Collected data
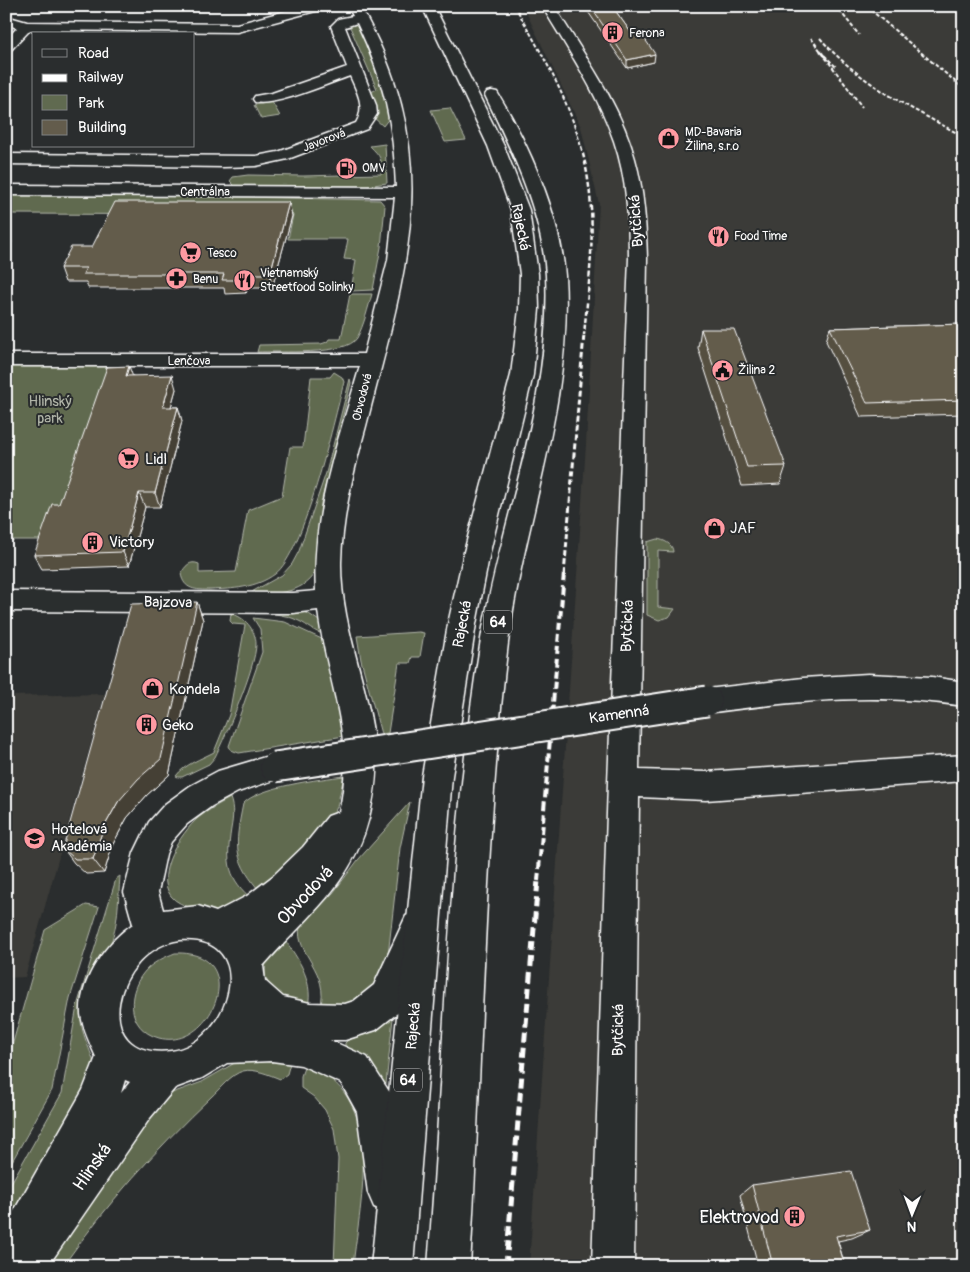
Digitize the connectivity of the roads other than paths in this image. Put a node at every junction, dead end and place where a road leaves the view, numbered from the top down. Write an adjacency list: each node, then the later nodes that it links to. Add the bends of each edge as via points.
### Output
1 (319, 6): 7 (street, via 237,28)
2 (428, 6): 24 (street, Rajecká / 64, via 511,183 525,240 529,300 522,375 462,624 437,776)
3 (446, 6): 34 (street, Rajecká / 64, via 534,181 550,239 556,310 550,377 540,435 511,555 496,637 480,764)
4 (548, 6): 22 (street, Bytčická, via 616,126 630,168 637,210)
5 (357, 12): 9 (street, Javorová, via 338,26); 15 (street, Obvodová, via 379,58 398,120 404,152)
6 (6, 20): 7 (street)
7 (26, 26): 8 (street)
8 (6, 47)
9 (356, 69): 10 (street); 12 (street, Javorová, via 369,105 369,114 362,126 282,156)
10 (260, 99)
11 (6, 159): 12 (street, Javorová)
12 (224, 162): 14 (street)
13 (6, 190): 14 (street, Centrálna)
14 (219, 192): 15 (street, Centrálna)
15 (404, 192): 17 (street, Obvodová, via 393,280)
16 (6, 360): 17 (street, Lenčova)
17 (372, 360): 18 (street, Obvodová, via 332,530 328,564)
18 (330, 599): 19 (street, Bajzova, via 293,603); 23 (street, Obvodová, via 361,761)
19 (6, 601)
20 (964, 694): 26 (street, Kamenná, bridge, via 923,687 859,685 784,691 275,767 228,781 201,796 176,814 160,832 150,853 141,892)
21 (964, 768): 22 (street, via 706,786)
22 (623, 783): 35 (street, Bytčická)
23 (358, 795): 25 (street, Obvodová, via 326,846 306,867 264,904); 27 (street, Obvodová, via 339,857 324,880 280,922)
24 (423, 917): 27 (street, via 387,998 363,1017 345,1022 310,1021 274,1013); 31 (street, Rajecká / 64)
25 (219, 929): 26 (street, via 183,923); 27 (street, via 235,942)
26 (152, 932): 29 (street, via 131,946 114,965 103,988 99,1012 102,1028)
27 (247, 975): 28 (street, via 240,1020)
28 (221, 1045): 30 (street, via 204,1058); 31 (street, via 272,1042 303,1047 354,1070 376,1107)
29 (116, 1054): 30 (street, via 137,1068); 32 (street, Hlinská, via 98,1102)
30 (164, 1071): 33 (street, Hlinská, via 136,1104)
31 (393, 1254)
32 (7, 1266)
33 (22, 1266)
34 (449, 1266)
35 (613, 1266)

Work required> All the lines above are to be given again exactly as they read, with the pictures removed.

Solution to the problem>
Digitize the connectivity of the roads other than paths in this image. Put a node at every junction, dead end and place where a road leaves the view, numbered from the top down. Write an adjacency list: each node, then the later nodes that it links to. Add the bends of each edge as via points.
### Output
1 (319, 6): 7 (street, via 237,28)
2 (428, 6): 24 (street, Rajecká / 64, via 511,183 525,240 529,300 522,375 462,624 437,776)
3 (446, 6): 34 (street, Rajecká / 64, via 534,181 550,239 556,310 550,377 540,435 511,555 496,637 480,764)
4 (548, 6): 22 (street, Bytčická, via 616,126 630,168 637,210)
5 (357, 12): 9 (street, Javorová, via 338,26); 15 (street, Obvodová, via 379,58 398,120 404,152)
6 (6, 20): 7 (street)
7 (26, 26): 8 (street)
8 (6, 47)
9 (356, 69): 10 (street); 12 (street, Javorová, via 369,105 369,114 362,126 282,156)
10 (260, 99)
11 (6, 159): 12 (street, Javorová)
12 (224, 162): 14 (street)
13 (6, 190): 14 (street, Centrálna)
14 (219, 192): 15 (street, Centrálna)
15 (404, 192): 17 (street, Obvodová, via 393,280)
16 (6, 360): 17 (street, Lenčova)
17 (372, 360): 18 (street, Obvodová, via 332,530 328,564)
18 (330, 599): 19 (street, Bajzova, via 293,603); 23 (street, Obvodová, via 361,761)
19 (6, 601)
20 (964, 694): 26 (street, Kamenná, bridge, via 923,687 859,685 784,691 275,767 228,781 201,796 176,814 160,832 150,853 141,892)
21 (964, 768): 22 (street, via 706,786)
22 (623, 783): 35 (street, Bytčická)
23 (358, 795): 25 (street, Obvodová, via 326,846 306,867 264,904); 27 (street, Obvodová, via 339,857 324,880 280,922)
24 (423, 917): 27 (street, via 387,998 363,1017 345,1022 310,1021 274,1013); 31 (street, Rajecká / 64)
25 (219, 929): 26 (street, via 183,923); 27 (street, via 235,942)
26 (152, 932): 29 (street, via 131,946 114,965 103,988 99,1012 102,1028)
27 (247, 975): 28 (street, via 240,1020)
28 (221, 1045): 30 (street, via 204,1058); 31 (street, via 272,1042 303,1047 354,1070 376,1107)
29 (116, 1054): 30 (street, via 137,1068); 32 (street, Hlinská, via 98,1102)
30 (164, 1071): 33 (street, Hlinská, via 136,1104)
31 (393, 1254)
32 (7, 1266)
33 (22, 1266)
34 (449, 1266)
35 (613, 1266)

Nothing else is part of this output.